### The problem:
I would like each line of the data that holds the word "order" copied out.
⁂
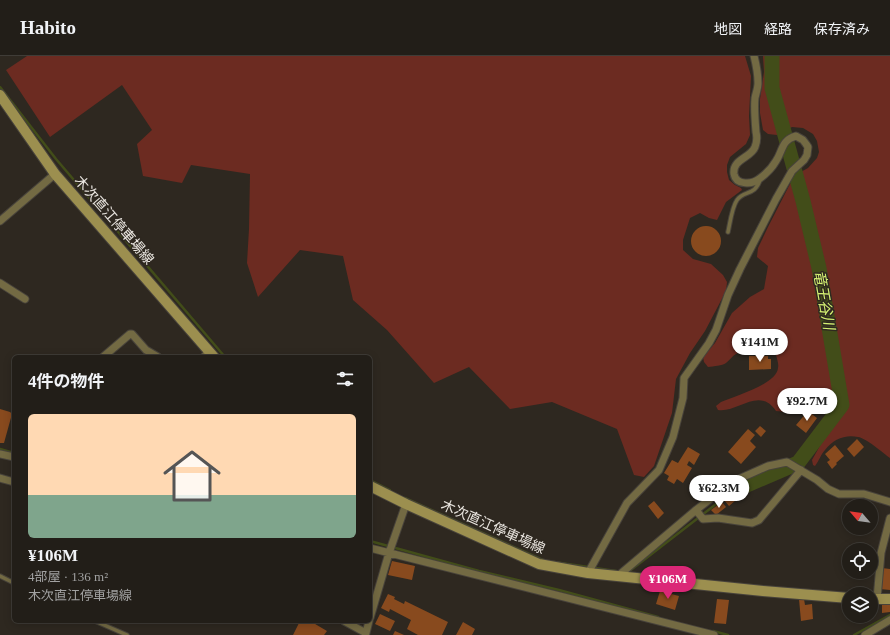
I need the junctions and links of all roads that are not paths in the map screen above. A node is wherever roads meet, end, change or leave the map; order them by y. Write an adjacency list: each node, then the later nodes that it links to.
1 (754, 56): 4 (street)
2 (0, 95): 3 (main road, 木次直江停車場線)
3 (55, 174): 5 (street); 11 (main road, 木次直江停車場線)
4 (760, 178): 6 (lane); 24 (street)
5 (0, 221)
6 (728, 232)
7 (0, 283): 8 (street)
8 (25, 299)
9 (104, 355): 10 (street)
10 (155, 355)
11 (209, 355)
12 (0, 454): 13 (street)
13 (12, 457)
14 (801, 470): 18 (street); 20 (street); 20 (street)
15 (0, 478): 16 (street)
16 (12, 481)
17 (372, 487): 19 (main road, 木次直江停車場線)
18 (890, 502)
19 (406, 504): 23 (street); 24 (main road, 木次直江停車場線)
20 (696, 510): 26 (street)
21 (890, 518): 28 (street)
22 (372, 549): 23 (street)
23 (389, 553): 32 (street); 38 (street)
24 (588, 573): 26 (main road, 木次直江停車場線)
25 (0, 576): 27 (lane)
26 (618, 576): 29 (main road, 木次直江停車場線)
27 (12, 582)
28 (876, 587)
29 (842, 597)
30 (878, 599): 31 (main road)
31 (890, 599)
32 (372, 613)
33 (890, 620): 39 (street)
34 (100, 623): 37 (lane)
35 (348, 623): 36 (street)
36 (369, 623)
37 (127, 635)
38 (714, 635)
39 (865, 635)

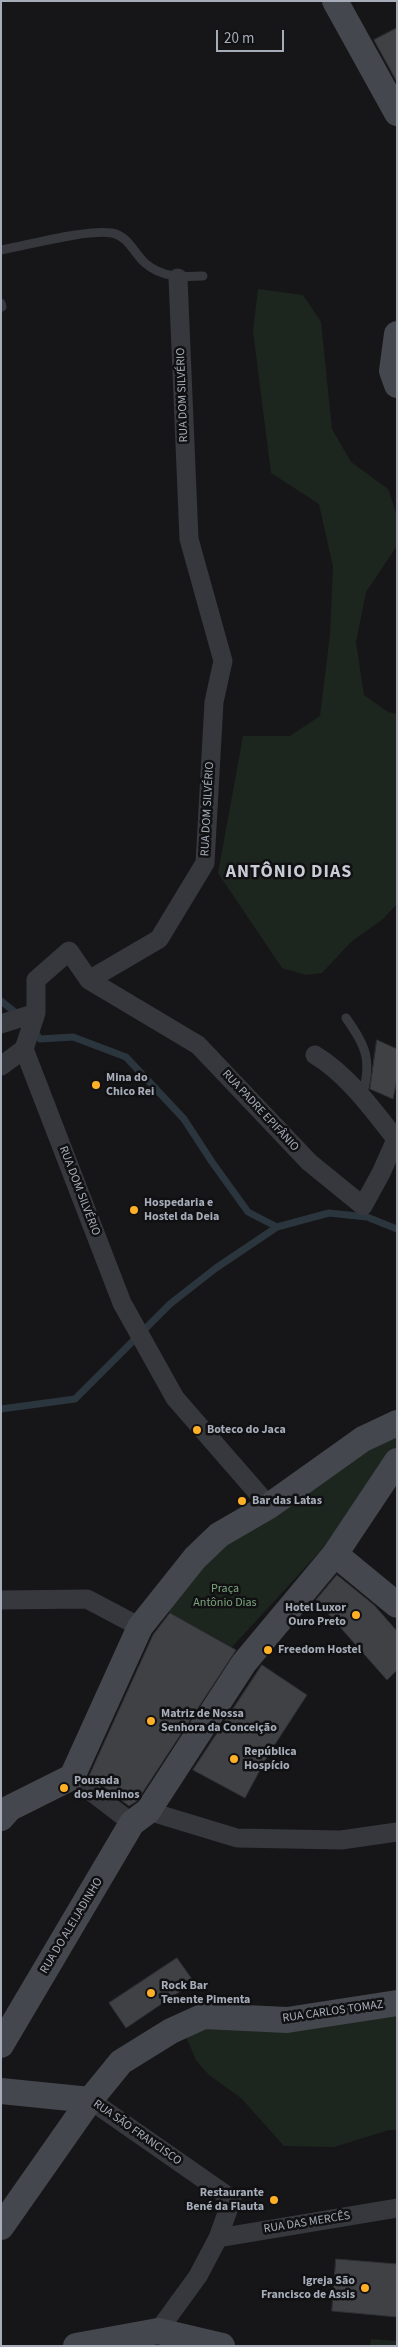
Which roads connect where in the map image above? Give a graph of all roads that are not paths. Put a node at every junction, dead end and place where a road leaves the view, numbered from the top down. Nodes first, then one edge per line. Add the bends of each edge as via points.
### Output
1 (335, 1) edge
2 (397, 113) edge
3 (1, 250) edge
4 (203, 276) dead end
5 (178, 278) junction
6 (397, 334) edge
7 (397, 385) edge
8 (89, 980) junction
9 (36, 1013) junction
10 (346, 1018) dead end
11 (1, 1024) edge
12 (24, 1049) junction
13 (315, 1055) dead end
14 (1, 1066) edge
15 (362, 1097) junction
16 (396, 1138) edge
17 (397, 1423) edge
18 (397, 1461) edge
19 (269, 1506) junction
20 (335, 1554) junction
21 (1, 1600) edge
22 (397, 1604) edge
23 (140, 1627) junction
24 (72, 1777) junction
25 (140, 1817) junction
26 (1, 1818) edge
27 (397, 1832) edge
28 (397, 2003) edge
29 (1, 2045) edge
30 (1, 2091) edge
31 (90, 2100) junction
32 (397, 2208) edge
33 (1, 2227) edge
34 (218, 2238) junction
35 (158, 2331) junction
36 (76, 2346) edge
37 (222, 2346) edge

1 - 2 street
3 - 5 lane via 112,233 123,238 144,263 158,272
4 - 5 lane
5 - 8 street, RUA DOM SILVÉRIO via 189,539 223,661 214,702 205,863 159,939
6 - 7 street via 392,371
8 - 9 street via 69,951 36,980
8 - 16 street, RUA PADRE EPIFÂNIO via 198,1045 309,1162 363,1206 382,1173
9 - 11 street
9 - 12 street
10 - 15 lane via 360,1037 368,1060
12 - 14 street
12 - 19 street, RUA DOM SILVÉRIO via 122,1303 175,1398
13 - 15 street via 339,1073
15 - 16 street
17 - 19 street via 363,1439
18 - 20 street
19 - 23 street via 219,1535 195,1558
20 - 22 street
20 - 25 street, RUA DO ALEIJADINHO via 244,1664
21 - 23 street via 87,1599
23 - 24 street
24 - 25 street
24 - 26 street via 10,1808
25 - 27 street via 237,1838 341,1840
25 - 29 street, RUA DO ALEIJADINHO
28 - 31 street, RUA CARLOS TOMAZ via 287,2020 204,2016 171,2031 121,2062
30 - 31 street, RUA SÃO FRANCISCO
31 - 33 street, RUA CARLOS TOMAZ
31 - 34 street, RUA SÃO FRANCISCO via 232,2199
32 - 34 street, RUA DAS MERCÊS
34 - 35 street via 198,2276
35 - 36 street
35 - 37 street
⁂
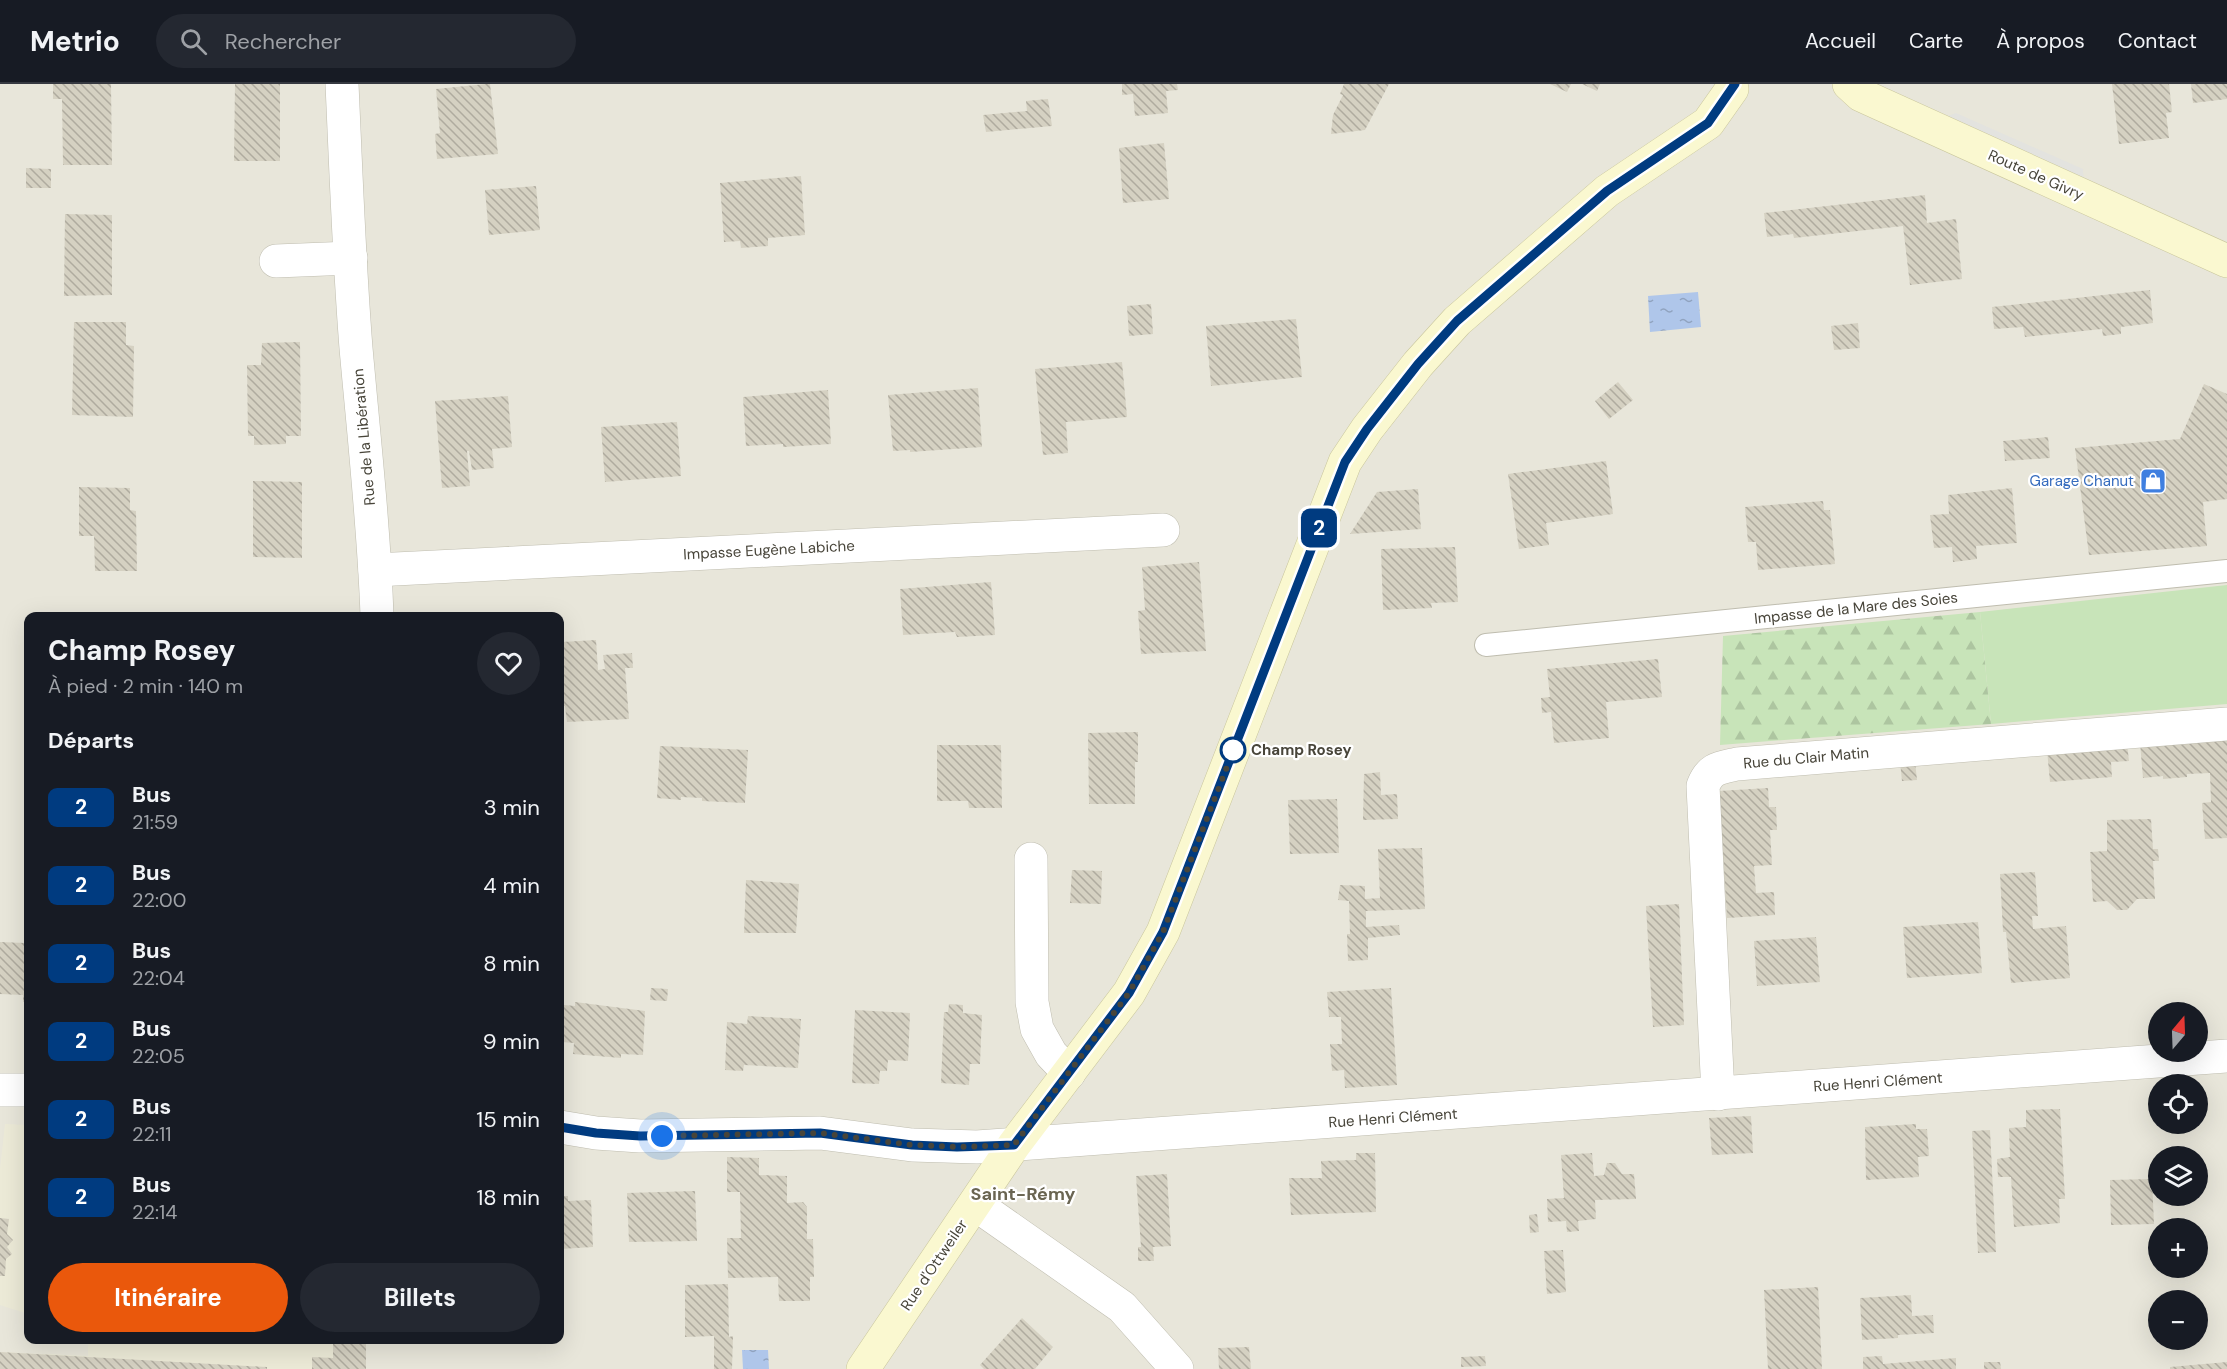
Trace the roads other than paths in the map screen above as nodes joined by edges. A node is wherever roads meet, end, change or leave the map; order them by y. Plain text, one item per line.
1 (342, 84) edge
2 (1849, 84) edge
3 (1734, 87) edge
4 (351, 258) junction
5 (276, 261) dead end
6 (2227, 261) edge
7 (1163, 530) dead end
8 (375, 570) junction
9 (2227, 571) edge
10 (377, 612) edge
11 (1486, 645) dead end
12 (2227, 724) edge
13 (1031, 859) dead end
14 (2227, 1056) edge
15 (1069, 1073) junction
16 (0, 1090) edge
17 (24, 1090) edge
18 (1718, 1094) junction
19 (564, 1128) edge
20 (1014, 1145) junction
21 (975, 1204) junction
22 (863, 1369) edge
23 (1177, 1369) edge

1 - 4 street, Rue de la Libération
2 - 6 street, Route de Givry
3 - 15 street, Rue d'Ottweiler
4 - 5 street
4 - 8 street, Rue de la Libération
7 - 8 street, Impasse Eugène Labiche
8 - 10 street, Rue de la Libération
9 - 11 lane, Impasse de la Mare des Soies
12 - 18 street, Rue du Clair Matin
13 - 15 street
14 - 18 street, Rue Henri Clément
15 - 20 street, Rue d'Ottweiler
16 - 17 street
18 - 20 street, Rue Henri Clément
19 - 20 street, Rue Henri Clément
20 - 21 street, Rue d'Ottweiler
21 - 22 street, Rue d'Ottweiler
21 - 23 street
⁂
### Expected answer:
I need the junctions and links of all roads that are not paths in the map screen above. A node is wherever roads meet, end, change or leave the map; order them by y. Write an adjacency list: each node, then the later nodes that it links to.
Trace the roads other than paths in the map screen above as nodes joined by edges. A node is wherever roads meet, end, change or leave the map; order them by y. Plain text, one item per line.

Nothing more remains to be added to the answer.